(Data records)
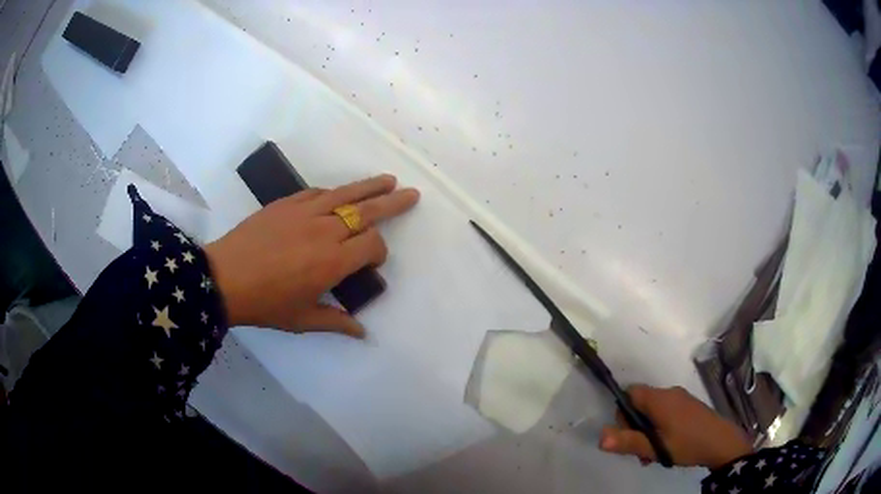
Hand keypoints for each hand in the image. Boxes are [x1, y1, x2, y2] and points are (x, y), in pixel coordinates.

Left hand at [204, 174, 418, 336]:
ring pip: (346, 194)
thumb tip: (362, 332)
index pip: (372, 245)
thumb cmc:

* * *

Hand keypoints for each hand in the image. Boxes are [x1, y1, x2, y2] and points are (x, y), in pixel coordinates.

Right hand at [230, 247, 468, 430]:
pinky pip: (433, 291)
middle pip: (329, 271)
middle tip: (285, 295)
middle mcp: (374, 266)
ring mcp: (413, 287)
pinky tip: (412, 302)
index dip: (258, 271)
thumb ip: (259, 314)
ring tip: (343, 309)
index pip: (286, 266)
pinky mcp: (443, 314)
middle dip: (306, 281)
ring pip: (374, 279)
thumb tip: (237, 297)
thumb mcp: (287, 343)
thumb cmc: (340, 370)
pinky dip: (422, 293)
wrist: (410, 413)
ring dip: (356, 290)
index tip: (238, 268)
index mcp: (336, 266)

...

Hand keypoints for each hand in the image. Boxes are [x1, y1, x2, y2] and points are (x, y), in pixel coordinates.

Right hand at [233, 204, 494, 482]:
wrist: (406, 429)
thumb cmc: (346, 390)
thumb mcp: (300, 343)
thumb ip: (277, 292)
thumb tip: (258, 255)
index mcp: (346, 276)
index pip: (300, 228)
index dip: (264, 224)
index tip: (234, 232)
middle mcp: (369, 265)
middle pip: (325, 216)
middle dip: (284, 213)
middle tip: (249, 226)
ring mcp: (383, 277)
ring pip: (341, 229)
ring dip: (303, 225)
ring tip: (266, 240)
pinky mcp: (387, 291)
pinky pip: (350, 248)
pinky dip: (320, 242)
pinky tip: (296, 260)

### What you should do
Copy range, inclusive: the line holding "thumb cmc: (346, 390)" to the line holding "pinky tip: (296, 260)". Reproduce exactly those lines of the records above and no others.

### Task solution
thumb cmc: (346, 390)
thumb mcp: (300, 343)
thumb ip: (277, 292)
thumb tip: (258, 255)
index mcp: (346, 276)
index pip: (300, 228)
index dip: (264, 224)
index tip: (234, 232)
middle mcp: (369, 265)
middle pip: (325, 216)
middle dip: (284, 213)
middle tip: (249, 226)
ring mcp: (383, 277)
ring pip: (341, 229)
ring dip: (303, 225)
ring tip: (266, 240)
pinky mcp: (387, 291)
pinky pip: (350, 248)
pinky dip: (320, 242)
pinky tip: (296, 260)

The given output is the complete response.